Dataset excerpts:
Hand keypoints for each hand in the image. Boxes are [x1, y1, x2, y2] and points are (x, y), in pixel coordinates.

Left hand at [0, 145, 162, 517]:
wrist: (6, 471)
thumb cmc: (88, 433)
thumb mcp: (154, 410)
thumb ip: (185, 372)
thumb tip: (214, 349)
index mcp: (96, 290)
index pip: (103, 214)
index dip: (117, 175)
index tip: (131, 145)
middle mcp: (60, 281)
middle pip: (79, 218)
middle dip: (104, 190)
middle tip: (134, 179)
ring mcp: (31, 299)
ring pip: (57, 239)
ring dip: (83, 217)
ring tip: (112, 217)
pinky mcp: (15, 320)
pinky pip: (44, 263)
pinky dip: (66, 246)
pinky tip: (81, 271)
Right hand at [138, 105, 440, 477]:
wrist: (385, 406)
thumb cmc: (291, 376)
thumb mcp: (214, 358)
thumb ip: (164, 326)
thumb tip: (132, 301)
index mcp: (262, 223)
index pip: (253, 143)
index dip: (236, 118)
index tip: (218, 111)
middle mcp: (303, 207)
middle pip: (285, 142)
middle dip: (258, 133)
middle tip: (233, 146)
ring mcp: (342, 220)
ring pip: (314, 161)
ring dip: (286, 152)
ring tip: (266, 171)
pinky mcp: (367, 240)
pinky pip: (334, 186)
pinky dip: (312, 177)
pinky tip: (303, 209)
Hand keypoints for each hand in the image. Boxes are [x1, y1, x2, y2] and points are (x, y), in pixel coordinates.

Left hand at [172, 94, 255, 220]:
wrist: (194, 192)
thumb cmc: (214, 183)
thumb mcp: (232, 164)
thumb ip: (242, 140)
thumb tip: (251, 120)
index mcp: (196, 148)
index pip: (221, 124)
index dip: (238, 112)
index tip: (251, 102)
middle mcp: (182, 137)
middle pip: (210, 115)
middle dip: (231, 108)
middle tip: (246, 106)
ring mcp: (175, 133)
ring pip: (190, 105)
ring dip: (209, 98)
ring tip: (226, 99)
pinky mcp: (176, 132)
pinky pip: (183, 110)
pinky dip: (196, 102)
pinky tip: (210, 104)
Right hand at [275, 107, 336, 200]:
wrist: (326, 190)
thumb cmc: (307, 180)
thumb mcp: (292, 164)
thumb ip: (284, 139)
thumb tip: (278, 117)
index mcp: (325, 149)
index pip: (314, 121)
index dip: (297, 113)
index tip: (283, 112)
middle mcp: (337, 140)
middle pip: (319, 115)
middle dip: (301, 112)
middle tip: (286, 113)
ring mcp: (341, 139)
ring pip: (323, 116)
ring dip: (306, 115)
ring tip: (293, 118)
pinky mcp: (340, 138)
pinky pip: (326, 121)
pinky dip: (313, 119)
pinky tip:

How to complete this task: Every record should be given again exactly.

Result for this exercise:
Hand keypoints for each hand in the image. Boxes are [x1, y1, x2, y2] and points are (x, y), in pixel coordinates.

Left hand at [0, 145, 162, 517]:
wrist: (6, 471)
thumb cmc: (88, 433)
thumb mcp: (154, 410)
thumb ip: (185, 372)
thumb tip: (214, 349)
index mcp: (96, 290)
index pip: (103, 214)
index dip: (117, 175)
index tip: (131, 145)
middle mcp: (60, 281)
middle pip: (79, 218)
middle dip: (104, 190)
middle tip: (134, 179)
ring mcp: (31, 299)
ring pip: (57, 239)
ring dip: (83, 217)
ring tip: (112, 217)
pinky mcp: (15, 320)
pinky pip: (44, 263)
pinky dip: (66, 246)
pinky tip: (81, 271)
Right hand at [138, 105, 440, 477]:
wrist: (385, 406)
thumb cmc: (291, 376)
thumb mcp: (214, 358)
thumb ip: (164, 326)
thumb tip: (132, 301)
index mcp: (262, 223)
index pip: (253, 143)
index dip: (236, 118)
index tip: (218, 111)
middle mcp: (303, 207)
middle pip: (285, 142)
middle dip: (258, 133)
middle tip: (233, 146)
ring mcp: (342, 220)
ring pip: (314, 161)
ring dip: (286, 152)
ring tip: (266, 171)
pinky mcp: (367, 240)
pinky pip: (334, 186)
pinky dip: (312, 177)
pinky tip: (303, 209)
Hand keypoints for each hand in the image. Boxes are [x1, y1, x2, y2] and points are (x, y), in pixel coordinates.

Left hand at [172, 94, 255, 220]:
wrist: (194, 192)
thumb cmc: (214, 183)
thumb mcp: (232, 164)
thumb ip: (242, 140)
thumb tip: (251, 120)
index mcp: (196, 148)
index pip: (221, 124)
index dip: (238, 112)
index tip: (251, 102)
middle mcp: (182, 137)
middle pip: (210, 115)
middle dip: (231, 108)
middle tip: (246, 106)
ring mcp: (175, 133)
ring pip: (190, 105)
ring dip: (209, 98)
ring tip: (226, 99)
pinky mcp: (176, 132)
pinky pip: (183, 110)
pinky dip: (196, 102)
pinky tip: (210, 104)
Right hand at [275, 107, 336, 200]:
wrist: (326, 190)
thumb cmc: (307, 180)
thumb mcp: (292, 164)
thumb ip: (284, 139)
thumb tip: (278, 117)
index mcp: (325, 149)
index pip: (314, 121)
index dip: (297, 113)
index tip: (283, 112)
middle mcp: (337, 140)
middle pip: (319, 115)
middle dip: (301, 112)
middle tip: (286, 113)
ring mcp: (341, 139)
ring pip: (323, 116)
ring dip: (306, 115)
ring tip: (293, 118)
pinky mcp: (340, 138)
pinky pip: (326, 121)
pinky dip: (313, 119)
pinky tip:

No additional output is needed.